Records for processing →
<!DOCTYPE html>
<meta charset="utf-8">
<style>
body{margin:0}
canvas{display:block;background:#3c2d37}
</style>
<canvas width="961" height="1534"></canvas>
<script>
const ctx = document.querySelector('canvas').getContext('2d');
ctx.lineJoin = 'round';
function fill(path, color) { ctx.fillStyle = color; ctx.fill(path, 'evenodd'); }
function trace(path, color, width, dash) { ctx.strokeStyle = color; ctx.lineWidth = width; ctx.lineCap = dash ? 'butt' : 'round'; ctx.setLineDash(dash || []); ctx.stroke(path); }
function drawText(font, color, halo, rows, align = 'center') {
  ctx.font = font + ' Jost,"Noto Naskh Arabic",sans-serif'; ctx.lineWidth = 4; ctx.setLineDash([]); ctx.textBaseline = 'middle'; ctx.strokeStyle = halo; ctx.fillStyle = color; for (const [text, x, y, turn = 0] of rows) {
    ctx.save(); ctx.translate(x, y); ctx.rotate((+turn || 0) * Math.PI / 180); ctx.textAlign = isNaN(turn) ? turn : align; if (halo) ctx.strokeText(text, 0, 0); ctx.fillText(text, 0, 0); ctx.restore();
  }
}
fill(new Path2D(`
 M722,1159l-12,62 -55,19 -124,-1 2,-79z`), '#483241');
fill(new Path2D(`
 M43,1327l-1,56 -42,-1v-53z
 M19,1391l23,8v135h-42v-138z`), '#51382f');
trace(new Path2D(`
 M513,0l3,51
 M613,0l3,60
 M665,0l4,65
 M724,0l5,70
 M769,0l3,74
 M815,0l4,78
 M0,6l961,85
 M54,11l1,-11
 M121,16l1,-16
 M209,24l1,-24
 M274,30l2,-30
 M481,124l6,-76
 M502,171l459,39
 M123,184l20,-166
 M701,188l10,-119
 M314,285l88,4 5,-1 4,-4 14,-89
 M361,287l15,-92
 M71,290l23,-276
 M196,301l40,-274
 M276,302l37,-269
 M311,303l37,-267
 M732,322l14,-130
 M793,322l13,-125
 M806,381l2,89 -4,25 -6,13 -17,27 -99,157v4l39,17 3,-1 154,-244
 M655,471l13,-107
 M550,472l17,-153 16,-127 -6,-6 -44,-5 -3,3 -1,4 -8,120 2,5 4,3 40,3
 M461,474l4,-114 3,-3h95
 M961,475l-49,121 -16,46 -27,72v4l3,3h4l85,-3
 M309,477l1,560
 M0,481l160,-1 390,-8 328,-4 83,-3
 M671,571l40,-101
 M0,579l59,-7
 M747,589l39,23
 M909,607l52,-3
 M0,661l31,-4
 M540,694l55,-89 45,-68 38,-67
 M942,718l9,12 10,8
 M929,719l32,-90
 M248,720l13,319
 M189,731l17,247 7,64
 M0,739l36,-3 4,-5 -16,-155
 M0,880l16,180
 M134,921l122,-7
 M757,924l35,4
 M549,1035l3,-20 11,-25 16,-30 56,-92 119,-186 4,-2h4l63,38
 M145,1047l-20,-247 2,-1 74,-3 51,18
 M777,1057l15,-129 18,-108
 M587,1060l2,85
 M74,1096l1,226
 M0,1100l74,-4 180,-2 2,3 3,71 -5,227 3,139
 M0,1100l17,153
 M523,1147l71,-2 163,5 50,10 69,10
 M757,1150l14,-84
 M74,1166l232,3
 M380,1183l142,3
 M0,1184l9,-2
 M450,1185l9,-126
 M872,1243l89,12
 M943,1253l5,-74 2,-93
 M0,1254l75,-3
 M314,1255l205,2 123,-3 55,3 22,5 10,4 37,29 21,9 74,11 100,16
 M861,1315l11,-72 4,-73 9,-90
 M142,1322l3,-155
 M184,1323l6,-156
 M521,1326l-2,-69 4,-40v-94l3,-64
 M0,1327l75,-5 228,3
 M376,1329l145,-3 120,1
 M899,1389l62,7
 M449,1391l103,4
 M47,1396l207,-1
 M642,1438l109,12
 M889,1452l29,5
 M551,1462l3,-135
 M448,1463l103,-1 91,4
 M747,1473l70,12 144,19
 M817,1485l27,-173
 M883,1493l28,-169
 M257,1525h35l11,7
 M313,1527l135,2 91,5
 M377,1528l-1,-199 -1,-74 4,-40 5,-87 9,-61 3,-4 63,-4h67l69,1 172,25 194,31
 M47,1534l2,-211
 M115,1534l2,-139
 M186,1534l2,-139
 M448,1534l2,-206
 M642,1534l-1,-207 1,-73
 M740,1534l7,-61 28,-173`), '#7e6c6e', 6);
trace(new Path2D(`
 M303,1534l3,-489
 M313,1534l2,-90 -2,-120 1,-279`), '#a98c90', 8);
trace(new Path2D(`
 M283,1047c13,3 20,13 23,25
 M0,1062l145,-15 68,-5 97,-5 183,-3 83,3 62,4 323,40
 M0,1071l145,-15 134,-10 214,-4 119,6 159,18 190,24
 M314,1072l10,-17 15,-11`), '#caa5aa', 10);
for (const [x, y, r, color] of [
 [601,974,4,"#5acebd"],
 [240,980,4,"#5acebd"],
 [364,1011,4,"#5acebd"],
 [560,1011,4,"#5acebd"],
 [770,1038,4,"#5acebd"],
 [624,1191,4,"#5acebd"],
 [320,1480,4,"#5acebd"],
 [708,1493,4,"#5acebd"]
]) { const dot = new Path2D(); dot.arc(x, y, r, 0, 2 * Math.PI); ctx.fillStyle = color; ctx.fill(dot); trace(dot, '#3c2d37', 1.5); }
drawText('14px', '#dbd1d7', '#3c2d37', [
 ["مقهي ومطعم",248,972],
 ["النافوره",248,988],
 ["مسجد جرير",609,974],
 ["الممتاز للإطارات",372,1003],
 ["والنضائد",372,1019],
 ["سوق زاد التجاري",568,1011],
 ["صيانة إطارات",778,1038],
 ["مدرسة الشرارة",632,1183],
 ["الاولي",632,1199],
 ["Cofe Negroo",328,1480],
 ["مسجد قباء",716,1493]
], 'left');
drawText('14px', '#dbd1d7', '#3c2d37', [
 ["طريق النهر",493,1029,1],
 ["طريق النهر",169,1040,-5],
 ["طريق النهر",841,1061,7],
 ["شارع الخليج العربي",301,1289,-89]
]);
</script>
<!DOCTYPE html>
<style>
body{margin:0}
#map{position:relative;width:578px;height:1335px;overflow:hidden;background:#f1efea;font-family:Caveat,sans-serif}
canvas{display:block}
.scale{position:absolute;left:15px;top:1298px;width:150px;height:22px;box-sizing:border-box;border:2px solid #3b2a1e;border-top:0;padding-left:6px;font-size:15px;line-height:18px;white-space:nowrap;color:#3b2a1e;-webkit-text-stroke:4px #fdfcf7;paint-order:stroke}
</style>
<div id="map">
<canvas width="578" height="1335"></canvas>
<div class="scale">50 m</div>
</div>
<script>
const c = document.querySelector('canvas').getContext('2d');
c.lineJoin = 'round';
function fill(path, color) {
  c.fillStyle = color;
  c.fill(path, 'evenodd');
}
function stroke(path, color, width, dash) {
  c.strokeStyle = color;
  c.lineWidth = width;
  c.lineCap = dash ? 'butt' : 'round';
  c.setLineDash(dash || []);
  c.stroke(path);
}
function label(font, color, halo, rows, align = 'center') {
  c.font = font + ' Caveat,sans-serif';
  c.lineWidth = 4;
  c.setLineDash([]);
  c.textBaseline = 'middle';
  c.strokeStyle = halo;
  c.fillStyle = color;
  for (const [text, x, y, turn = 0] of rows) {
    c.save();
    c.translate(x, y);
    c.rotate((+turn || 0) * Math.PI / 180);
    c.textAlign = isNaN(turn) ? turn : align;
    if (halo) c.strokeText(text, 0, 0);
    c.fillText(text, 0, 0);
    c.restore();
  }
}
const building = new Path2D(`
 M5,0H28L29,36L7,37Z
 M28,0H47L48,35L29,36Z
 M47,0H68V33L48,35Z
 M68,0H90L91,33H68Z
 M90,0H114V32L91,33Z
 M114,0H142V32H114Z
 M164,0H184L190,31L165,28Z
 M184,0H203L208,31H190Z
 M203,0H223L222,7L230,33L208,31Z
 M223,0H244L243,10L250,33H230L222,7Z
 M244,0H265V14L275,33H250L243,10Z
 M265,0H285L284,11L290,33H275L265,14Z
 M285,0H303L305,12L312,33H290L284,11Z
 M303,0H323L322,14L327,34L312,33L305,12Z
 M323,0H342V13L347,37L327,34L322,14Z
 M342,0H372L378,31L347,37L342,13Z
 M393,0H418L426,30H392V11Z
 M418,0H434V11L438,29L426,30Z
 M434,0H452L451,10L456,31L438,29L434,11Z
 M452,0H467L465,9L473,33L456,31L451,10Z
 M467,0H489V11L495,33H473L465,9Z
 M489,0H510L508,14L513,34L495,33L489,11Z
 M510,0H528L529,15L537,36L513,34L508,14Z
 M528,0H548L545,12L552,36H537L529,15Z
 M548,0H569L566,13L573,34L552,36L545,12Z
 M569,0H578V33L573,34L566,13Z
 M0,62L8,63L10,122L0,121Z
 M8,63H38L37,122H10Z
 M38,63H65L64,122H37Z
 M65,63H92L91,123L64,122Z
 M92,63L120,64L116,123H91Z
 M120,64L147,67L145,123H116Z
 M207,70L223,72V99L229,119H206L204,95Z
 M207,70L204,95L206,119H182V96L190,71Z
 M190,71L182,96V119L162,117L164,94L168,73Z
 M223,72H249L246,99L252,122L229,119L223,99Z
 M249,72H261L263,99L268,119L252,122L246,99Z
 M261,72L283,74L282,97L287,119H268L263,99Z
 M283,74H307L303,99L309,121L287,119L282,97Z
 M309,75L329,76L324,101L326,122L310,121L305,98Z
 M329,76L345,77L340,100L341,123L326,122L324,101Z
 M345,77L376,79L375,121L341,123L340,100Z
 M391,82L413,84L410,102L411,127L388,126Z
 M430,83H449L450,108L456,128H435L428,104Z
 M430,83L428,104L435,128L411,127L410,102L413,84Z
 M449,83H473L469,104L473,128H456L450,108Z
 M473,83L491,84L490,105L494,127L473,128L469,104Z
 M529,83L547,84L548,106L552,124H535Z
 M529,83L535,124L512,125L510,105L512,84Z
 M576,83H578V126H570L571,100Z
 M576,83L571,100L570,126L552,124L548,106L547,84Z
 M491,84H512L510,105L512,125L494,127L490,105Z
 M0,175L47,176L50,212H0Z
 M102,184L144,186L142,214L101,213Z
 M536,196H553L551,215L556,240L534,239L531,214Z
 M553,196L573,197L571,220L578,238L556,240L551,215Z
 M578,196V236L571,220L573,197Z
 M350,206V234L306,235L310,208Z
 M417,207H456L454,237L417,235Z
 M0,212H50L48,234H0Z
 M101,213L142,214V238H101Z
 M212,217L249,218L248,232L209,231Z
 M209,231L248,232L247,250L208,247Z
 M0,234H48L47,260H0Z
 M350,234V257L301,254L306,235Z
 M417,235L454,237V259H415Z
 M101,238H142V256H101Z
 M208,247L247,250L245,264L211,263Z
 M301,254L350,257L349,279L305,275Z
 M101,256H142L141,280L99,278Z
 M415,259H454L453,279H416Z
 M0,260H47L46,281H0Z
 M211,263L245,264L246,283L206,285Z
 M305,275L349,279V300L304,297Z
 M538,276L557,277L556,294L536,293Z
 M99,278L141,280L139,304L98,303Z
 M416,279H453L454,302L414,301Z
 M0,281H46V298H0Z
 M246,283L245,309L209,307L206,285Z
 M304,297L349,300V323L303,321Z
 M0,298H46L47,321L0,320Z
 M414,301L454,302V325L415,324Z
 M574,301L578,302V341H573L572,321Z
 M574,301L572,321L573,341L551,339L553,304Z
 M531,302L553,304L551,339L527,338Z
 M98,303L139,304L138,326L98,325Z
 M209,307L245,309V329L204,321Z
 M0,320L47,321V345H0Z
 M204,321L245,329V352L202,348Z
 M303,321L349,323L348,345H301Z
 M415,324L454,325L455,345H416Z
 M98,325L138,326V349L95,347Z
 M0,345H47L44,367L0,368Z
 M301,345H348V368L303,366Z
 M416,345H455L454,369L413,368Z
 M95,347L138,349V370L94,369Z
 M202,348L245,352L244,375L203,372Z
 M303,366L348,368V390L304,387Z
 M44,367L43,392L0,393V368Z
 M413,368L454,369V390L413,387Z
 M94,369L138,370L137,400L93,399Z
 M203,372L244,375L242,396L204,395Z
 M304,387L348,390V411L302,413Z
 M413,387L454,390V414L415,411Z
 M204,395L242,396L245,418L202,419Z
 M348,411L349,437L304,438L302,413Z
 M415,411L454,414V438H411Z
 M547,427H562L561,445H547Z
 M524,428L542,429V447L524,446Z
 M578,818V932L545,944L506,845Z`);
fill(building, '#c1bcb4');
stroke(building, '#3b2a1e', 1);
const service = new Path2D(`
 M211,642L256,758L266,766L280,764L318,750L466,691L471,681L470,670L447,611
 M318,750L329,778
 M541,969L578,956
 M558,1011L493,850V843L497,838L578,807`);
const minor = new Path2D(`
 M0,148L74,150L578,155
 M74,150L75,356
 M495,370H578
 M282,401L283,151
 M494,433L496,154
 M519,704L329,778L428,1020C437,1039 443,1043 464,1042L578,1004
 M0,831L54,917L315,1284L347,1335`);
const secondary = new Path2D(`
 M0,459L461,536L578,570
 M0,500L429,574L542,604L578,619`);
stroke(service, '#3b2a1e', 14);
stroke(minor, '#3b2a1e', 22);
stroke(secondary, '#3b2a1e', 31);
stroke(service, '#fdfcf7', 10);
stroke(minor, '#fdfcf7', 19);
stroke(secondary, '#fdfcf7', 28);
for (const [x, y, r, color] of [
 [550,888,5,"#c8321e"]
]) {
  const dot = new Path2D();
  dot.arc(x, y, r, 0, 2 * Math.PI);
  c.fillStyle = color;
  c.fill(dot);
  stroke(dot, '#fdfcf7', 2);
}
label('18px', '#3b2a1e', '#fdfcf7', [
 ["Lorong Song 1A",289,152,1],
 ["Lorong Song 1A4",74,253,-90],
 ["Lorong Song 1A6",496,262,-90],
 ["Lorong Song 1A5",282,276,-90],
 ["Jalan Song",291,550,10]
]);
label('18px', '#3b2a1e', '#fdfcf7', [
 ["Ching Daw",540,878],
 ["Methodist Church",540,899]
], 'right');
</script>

Your goal →
Set down each line of the material verbatim, from the first line through the line that contains "color; ctx.fill(path, 'evenodd');".

Solution for this exercise →
<!DOCTYPE html>
<meta charset="utf-8">
<style>
body{margin:0}
canvas{display:block;background:#3c2d37}
</style>
<canvas width="961" height="1534"></canvas>
<script>
const ctx = document.querySelector('canvas').getContext('2d');
ctx.lineJoin = 'round';
function fill(path, color) { ctx.fillStyle = color; ctx.fill(path, 'evenodd'); }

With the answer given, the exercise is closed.